§ ABOUT THIS TASK:
For every record here, output an exact copy.

§ RECORDS SHOWN:
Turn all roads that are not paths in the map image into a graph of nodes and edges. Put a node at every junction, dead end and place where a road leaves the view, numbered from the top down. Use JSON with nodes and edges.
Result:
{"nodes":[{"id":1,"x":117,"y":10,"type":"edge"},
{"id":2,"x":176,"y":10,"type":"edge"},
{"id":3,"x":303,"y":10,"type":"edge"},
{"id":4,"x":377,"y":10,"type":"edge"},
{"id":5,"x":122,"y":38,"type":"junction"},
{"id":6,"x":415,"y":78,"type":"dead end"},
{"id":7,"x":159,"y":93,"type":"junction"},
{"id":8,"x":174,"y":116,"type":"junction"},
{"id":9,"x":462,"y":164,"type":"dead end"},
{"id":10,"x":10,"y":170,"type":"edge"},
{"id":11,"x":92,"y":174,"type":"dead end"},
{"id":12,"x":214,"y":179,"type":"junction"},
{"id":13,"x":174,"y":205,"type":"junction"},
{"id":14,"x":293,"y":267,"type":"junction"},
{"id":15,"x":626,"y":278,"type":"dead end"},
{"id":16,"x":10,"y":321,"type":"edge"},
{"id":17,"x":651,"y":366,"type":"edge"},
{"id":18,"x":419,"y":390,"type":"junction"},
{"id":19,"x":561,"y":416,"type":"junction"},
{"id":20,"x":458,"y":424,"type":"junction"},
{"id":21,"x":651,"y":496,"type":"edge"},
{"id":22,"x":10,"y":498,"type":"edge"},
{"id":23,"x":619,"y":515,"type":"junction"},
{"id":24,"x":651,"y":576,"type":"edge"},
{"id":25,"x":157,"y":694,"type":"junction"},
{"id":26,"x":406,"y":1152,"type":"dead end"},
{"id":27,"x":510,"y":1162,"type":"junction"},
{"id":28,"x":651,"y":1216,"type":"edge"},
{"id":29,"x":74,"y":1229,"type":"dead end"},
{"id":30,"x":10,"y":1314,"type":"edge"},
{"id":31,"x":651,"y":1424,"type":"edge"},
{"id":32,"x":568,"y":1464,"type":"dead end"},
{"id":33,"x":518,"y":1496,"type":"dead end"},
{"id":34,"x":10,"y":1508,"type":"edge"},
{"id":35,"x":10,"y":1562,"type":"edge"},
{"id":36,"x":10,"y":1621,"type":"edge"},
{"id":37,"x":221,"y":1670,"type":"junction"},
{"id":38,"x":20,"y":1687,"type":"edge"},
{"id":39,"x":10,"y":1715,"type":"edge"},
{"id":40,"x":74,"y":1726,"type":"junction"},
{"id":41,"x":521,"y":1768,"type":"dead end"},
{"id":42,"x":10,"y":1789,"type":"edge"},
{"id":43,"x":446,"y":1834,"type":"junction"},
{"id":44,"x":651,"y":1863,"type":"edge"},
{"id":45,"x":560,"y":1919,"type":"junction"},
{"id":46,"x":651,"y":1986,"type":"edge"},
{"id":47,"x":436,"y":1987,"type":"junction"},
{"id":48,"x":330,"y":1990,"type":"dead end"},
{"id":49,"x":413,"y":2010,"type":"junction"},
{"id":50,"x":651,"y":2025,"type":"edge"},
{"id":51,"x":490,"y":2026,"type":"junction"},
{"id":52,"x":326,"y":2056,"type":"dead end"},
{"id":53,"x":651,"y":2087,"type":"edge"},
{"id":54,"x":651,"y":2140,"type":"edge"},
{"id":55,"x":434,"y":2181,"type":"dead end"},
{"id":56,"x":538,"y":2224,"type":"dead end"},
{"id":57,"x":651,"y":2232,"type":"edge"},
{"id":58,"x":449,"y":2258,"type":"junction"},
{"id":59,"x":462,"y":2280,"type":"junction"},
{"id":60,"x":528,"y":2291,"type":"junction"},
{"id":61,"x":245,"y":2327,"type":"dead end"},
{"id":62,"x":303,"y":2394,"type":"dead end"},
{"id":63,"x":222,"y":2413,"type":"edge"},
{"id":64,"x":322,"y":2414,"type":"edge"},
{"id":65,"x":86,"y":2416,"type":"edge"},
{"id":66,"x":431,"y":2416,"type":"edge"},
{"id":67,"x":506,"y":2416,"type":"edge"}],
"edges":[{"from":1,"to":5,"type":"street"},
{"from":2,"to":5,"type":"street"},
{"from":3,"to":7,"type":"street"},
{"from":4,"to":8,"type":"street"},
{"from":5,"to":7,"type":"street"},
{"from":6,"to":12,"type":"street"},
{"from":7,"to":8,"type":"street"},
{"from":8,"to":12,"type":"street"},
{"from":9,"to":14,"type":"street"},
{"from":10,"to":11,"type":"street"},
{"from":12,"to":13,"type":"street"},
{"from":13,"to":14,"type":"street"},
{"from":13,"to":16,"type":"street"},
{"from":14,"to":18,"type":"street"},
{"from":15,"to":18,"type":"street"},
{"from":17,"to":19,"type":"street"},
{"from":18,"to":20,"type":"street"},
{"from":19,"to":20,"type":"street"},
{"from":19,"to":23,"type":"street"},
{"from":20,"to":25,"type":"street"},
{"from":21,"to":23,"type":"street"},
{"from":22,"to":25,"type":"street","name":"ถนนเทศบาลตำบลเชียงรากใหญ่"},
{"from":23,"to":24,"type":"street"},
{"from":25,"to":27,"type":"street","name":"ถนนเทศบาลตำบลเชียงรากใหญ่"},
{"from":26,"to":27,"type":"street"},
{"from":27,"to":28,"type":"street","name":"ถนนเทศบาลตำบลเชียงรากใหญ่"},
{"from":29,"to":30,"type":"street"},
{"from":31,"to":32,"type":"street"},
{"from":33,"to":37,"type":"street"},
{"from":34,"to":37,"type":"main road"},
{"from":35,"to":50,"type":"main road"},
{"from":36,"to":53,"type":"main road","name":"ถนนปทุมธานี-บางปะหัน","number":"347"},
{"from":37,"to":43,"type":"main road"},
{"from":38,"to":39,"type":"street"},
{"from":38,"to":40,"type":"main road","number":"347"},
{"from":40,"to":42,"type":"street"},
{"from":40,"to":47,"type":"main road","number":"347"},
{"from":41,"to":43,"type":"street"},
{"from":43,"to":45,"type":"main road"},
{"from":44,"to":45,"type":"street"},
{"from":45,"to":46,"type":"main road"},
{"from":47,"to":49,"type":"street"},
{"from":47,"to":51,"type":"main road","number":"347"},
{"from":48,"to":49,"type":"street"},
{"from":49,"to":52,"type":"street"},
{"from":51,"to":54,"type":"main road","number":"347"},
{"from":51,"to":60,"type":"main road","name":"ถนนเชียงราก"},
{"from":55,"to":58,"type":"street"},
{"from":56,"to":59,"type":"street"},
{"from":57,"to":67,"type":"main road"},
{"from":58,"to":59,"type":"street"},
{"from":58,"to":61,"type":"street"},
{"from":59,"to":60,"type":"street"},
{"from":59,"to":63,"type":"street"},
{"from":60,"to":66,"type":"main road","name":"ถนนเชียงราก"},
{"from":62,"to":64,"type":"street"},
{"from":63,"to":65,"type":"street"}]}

§ OUTPUT BELOW:
Turn all roads that are not paths in the map image into a graph of nodes and edges. Put a node at every junction, dead end and place where a road leaves the view, numbered from the top down. Use JSON with nodes and edges.
Result:
{"nodes":[{"id":1,"x":117,"y":10,"type":"edge"},
{"id":2,"x":176,"y":10,"type":"edge"},
{"id":3,"x":303,"y":10,"type":"edge"},
{"id":4,"x":377,"y":10,"type":"edge"},
{"id":5,"x":122,"y":38,"type":"junction"},
{"id":6,"x":415,"y":78,"type":"dead end"},
{"id":7,"x":159,"y":93,"type":"junction"},
{"id":8,"x":174,"y":116,"type":"junction"},
{"id":9,"x":462,"y":164,"type":"dead end"},
{"id":10,"x":10,"y":170,"type":"edge"},
{"id":11,"x":92,"y":174,"type":"dead end"},
{"id":12,"x":214,"y":179,"type":"junction"},
{"id":13,"x":174,"y":205,"type":"junction"},
{"id":14,"x":293,"y":267,"type":"junction"},
{"id":15,"x":626,"y":278,"type":"dead end"},
{"id":16,"x":10,"y":321,"type":"edge"},
{"id":17,"x":651,"y":366,"type":"edge"},
{"id":18,"x":419,"y":390,"type":"junction"},
{"id":19,"x":561,"y":416,"type":"junction"},
{"id":20,"x":458,"y":424,"type":"junction"},
{"id":21,"x":651,"y":496,"type":"edge"},
{"id":22,"x":10,"y":498,"type":"edge"},
{"id":23,"x":619,"y":515,"type":"junction"},
{"id":24,"x":651,"y":576,"type":"edge"},
{"id":25,"x":157,"y":694,"type":"junction"},
{"id":26,"x":406,"y":1152,"type":"dead end"},
{"id":27,"x":510,"y":1162,"type":"junction"},
{"id":28,"x":651,"y":1216,"type":"edge"},
{"id":29,"x":74,"y":1229,"type":"dead end"},
{"id":30,"x":10,"y":1314,"type":"edge"},
{"id":31,"x":651,"y":1424,"type":"edge"},
{"id":32,"x":568,"y":1464,"type":"dead end"},
{"id":33,"x":518,"y":1496,"type":"dead end"},
{"id":34,"x":10,"y":1508,"type":"edge"},
{"id":35,"x":10,"y":1562,"type":"edge"},
{"id":36,"x":10,"y":1621,"type":"edge"},
{"id":37,"x":221,"y":1670,"type":"junction"},
{"id":38,"x":20,"y":1687,"type":"edge"},
{"id":39,"x":10,"y":1715,"type":"edge"},
{"id":40,"x":74,"y":1726,"type":"junction"},
{"id":41,"x":521,"y":1768,"type":"dead end"},
{"id":42,"x":10,"y":1789,"type":"edge"},
{"id":43,"x":446,"y":1834,"type":"junction"},
{"id":44,"x":651,"y":1863,"type":"edge"},
{"id":45,"x":560,"y":1919,"type":"junction"},
{"id":46,"x":651,"y":1986,"type":"edge"},
{"id":47,"x":436,"y":1987,"type":"junction"},
{"id":48,"x":330,"y":1990,"type":"dead end"},
{"id":49,"x":413,"y":2010,"type":"junction"},
{"id":50,"x":651,"y":2025,"type":"edge"},
{"id":51,"x":490,"y":2026,"type":"junction"},
{"id":52,"x":326,"y":2056,"type":"dead end"},
{"id":53,"x":651,"y":2087,"type":"edge"},
{"id":54,"x":651,"y":2140,"type":"edge"},
{"id":55,"x":434,"y":2181,"type":"dead end"},
{"id":56,"x":538,"y":2224,"type":"dead end"},
{"id":57,"x":651,"y":2232,"type":"edge"},
{"id":58,"x":449,"y":2258,"type":"junction"},
{"id":59,"x":462,"y":2280,"type":"junction"},
{"id":60,"x":528,"y":2291,"type":"junction"},
{"id":61,"x":245,"y":2327,"type":"dead end"},
{"id":62,"x":303,"y":2394,"type":"dead end"},
{"id":63,"x":222,"y":2413,"type":"edge"},
{"id":64,"x":322,"y":2414,"type":"edge"},
{"id":65,"x":86,"y":2416,"type":"edge"},
{"id":66,"x":431,"y":2416,"type":"edge"},
{"id":67,"x":506,"y":2416,"type":"edge"}],
"edges":[{"from":1,"to":5,"type":"street"},
{"from":2,"to":5,"type":"street"},
{"from":3,"to":7,"type":"street"},
{"from":4,"to":8,"type":"street"},
{"from":5,"to":7,"type":"street"},
{"from":6,"to":12,"type":"street"},
{"from":7,"to":8,"type":"street"},
{"from":8,"to":12,"type":"street"},
{"from":9,"to":14,"type":"street"},
{"from":10,"to":11,"type":"street"},
{"from":12,"to":13,"type":"street"},
{"from":13,"to":14,"type":"street"},
{"from":13,"to":16,"type":"street"},
{"from":14,"to":18,"type":"street"},
{"from":15,"to":18,"type":"street"},
{"from":17,"to":19,"type":"street"},
{"from":18,"to":20,"type":"street"},
{"from":19,"to":20,"type":"street"},
{"from":19,"to":23,"type":"street"},
{"from":20,"to":25,"type":"street"},
{"from":21,"to":23,"type":"street"},
{"from":22,"to":25,"type":"street","name":"ถนนเทศบาลตำบลเชียงรากใหญ่"},
{"from":23,"to":24,"type":"street"},
{"from":25,"to":27,"type":"street","name":"ถนนเทศบาลตำบลเชียงรากใหญ่"},
{"from":26,"to":27,"type":"street"},
{"from":27,"to":28,"type":"street","name":"ถนนเทศบาลตำบลเชียงรากใหญ่"},
{"from":29,"to":30,"type":"street"},
{"from":31,"to":32,"type":"street"},
{"from":33,"to":37,"type":"street"},
{"from":34,"to":37,"type":"main road"},
{"from":35,"to":50,"type":"main road"},
{"from":36,"to":53,"type":"main road","name":"ถนนปทุมธานี-บางปะหัน","number":"347"},
{"from":37,"to":43,"type":"main road"},
{"from":38,"to":39,"type":"street"},
{"from":38,"to":40,"type":"main road","number":"347"},
{"from":40,"to":42,"type":"street"},
{"from":40,"to":47,"type":"main road","number":"347"},
{"from":41,"to":43,"type":"street"},
{"from":43,"to":45,"type":"main road"},
{"from":44,"to":45,"type":"street"},
{"from":45,"to":46,"type":"main road"},
{"from":47,"to":49,"type":"street"},
{"from":47,"to":51,"type":"main road","number":"347"},
{"from":48,"to":49,"type":"street"},
{"from":49,"to":52,"type":"street"},
{"from":51,"to":54,"type":"main road","number":"347"},
{"from":51,"to":60,"type":"main road","name":"ถนนเชียงราก"},
{"from":55,"to":58,"type":"street"},
{"from":56,"to":59,"type":"street"},
{"from":57,"to":67,"type":"main road"},
{"from":58,"to":59,"type":"street"},
{"from":58,"to":61,"type":"street"},
{"from":59,"to":60,"type":"street"},
{"from":59,"to":63,"type":"street"},
{"from":60,"to":66,"type":"main road","name":"ถนนเชียงราก"},
{"from":62,"to":64,"type":"street"},
{"from":63,"to":65,"type":"street"}]}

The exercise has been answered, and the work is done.